One of the theories of public choice is that, as elections approach, political parties, especially in two-party systems (hello UK, US) move to the centre. In doing that, they try to gain more political ground. If we imagine electors as sitting on a political scale from left to right, and two parties situated at some two points on that scale, a good rule of thumb would be to say that electors vote for the party that’s allocated, on that scale, closer to them.

A communist in a system with a social democratic party and a neoliberal party would rather vote for the social democrats, whilst a Pinochetean fascist would rather vote for the neoliberals. As such, a good tactic to get more votes would seemingly be to move to the centre; in such a way, more of electors on the scale become closer to your party than to the rival party. That’s how we saw Blair win his election, with a huge shift of Labour to the right, especially in terms of economics. It is also how we saw Cameron win his majority, with a shift of the Conservatives, away from conservatism and towards much more left-wing social policy – notably, it was the Conservative government that legalised gay ‘marriage’.

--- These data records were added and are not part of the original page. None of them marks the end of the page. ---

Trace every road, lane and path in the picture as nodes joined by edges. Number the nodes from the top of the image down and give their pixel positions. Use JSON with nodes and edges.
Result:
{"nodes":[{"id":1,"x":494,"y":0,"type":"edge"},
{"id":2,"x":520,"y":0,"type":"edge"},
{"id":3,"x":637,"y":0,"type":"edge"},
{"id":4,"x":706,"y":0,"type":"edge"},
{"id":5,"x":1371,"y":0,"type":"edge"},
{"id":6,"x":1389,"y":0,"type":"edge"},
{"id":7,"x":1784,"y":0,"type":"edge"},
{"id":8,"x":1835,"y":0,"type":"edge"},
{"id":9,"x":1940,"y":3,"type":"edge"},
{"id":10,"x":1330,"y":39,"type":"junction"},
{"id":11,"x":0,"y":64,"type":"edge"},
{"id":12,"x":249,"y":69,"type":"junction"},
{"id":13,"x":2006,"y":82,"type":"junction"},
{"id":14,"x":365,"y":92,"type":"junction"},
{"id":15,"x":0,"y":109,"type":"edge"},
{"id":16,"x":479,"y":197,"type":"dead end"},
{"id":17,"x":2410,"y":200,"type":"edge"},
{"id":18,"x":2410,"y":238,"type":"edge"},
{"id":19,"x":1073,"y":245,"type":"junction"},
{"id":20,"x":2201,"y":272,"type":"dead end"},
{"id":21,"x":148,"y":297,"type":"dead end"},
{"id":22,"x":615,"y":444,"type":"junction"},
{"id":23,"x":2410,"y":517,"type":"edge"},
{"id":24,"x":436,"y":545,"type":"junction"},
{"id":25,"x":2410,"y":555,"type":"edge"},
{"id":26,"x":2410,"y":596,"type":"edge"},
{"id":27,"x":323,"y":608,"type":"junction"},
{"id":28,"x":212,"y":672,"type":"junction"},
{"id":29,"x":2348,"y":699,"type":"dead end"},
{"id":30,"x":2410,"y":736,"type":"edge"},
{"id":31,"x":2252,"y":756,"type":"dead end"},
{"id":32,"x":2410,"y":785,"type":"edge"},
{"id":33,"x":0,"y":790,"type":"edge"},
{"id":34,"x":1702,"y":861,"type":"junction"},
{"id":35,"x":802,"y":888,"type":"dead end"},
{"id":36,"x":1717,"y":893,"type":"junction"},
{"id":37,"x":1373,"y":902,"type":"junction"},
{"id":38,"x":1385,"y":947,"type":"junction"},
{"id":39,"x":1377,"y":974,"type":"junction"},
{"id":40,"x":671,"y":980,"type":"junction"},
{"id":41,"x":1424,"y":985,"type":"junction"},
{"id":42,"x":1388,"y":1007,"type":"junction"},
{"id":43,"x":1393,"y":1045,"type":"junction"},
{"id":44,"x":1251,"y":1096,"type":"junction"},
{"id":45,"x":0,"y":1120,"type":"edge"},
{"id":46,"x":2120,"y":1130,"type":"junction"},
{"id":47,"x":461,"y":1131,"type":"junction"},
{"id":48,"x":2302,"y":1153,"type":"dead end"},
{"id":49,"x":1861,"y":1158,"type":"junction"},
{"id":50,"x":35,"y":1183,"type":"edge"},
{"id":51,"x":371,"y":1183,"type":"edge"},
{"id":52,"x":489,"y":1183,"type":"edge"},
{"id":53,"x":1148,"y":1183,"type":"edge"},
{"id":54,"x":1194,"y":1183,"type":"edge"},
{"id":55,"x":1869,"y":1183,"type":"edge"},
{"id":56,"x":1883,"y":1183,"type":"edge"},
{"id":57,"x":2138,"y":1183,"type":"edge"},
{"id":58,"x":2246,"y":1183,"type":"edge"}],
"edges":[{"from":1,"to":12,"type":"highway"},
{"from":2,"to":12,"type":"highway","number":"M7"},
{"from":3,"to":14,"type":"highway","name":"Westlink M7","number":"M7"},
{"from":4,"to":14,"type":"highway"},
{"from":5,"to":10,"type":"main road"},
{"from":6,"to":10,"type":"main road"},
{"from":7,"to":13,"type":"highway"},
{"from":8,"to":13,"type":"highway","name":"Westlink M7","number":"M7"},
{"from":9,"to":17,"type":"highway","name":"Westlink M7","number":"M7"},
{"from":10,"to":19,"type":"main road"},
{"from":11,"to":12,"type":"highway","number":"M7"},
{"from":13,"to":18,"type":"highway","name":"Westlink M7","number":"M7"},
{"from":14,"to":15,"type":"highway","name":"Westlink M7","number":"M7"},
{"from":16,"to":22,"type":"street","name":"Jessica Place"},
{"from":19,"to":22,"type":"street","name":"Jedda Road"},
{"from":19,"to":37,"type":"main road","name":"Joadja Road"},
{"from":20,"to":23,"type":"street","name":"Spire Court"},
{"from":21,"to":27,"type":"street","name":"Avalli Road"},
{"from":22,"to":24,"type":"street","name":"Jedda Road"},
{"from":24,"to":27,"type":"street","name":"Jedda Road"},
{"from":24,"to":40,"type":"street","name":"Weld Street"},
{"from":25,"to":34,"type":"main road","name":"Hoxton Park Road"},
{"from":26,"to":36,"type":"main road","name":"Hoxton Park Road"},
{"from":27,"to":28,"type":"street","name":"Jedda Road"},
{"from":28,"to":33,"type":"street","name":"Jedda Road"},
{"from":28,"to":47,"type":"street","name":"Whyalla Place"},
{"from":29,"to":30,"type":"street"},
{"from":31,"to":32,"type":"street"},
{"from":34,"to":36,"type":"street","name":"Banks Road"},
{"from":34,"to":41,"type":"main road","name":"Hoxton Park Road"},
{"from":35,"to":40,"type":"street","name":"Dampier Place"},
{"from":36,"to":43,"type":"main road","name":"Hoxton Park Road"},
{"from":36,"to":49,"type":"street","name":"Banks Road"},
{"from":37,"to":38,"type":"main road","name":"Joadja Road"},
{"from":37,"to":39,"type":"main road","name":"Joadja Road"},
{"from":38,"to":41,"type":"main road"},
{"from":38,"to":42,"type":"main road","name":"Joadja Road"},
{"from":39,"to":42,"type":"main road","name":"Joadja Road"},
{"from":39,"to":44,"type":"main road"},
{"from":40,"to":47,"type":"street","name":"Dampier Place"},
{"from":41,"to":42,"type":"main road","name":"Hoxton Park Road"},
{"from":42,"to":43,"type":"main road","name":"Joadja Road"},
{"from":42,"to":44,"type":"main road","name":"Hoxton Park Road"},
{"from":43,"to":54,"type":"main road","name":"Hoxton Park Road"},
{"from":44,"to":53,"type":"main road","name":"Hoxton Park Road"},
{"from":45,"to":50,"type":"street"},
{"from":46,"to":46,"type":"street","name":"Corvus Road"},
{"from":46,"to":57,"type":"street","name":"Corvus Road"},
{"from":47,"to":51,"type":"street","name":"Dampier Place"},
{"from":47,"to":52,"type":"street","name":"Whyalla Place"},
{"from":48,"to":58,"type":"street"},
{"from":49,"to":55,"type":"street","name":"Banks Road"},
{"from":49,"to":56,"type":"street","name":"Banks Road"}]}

To demonstrate it on a graph, everybody left of the red-line would vote for the red party, and everybody right of it, for the blue.

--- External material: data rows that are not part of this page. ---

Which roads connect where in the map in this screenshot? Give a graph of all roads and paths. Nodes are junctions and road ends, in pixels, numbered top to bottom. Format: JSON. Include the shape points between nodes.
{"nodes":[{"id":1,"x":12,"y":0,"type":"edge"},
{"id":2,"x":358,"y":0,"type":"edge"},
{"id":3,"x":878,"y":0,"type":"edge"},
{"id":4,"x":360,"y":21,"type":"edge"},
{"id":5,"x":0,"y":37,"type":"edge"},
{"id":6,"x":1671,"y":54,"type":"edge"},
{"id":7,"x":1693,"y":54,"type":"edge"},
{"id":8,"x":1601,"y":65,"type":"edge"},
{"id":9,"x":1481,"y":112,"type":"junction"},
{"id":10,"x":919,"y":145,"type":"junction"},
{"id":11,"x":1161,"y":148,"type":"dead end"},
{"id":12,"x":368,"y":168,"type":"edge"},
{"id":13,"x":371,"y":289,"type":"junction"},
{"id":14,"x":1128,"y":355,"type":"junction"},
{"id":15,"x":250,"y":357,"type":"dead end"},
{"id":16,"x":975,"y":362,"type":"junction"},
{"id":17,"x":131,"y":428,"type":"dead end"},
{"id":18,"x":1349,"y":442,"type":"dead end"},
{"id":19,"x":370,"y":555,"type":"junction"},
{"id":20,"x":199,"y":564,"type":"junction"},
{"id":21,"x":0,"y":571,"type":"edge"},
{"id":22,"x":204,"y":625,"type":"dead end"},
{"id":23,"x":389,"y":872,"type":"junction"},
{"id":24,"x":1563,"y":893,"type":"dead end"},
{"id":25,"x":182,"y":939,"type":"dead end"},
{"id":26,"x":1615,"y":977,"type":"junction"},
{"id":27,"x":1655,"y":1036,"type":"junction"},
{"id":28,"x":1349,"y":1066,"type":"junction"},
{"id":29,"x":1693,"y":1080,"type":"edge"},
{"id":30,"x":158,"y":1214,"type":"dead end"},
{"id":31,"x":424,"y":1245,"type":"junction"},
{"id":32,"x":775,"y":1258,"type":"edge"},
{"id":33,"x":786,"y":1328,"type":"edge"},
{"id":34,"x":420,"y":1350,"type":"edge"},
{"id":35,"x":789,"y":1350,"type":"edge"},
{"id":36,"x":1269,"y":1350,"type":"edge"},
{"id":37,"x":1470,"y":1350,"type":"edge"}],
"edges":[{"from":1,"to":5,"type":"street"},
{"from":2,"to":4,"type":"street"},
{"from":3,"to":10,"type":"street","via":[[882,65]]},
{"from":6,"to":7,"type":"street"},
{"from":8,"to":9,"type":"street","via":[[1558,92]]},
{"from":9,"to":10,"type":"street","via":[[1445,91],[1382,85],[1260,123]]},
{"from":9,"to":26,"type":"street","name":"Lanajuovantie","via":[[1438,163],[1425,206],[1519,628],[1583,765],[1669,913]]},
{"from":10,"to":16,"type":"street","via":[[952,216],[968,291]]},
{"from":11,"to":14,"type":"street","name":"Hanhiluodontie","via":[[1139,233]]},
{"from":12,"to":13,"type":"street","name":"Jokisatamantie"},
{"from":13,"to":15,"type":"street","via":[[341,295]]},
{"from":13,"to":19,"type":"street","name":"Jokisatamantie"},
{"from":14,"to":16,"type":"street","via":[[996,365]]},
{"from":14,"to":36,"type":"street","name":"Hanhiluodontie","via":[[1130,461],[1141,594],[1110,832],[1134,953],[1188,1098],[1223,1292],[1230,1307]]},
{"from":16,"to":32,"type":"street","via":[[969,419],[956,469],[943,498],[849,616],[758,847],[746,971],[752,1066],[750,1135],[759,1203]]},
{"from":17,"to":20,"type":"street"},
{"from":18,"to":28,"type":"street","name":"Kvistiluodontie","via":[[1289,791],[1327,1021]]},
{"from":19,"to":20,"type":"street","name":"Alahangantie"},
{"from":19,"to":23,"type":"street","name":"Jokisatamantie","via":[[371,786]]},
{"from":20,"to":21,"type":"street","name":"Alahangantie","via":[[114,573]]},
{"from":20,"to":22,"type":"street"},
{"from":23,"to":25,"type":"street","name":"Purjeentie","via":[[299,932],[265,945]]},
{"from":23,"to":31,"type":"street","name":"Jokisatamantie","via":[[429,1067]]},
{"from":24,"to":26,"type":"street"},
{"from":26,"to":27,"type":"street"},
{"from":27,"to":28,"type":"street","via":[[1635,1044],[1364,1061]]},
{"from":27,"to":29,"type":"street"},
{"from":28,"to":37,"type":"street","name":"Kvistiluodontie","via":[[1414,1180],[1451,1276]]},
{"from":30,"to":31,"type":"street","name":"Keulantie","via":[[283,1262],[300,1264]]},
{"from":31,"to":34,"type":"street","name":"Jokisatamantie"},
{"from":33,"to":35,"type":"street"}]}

But now that the red party has moved more to the right, it gets a larger share of the line – more votes – and wins the election.

Simple, right? And it makes sense, which is why May did it with the new Conservative manifesto.

So why did the Conservatives do so badly in comparison to Labour, who moved more to the left?

Labour’s success

One of the main reasons why I enjoy politics is that it is not reducible to numbers and economic theories of utility. The Conservative Party has become so desperately moderate that it lost all its flavour, any charisma and flair that it had about it, any philosophy of it that inspired people. Labour did the very opposite; it once again started doing proper politics. Labour once again became what Labour should be, proper red socialists.

Although it might have alienated the centre, the centre that would have perhaps voted for it otherwise, the centre was never going to be inspired about either of the parties anyway! The people who change their mind on who to vote for tend to be pretty emotionless about either of the party and certainly unlikely to show up at party conferences. The people who do show up at the conferences are those who care – the people whose beliefs lie where the dot is on the axis, not to the right or the left of it.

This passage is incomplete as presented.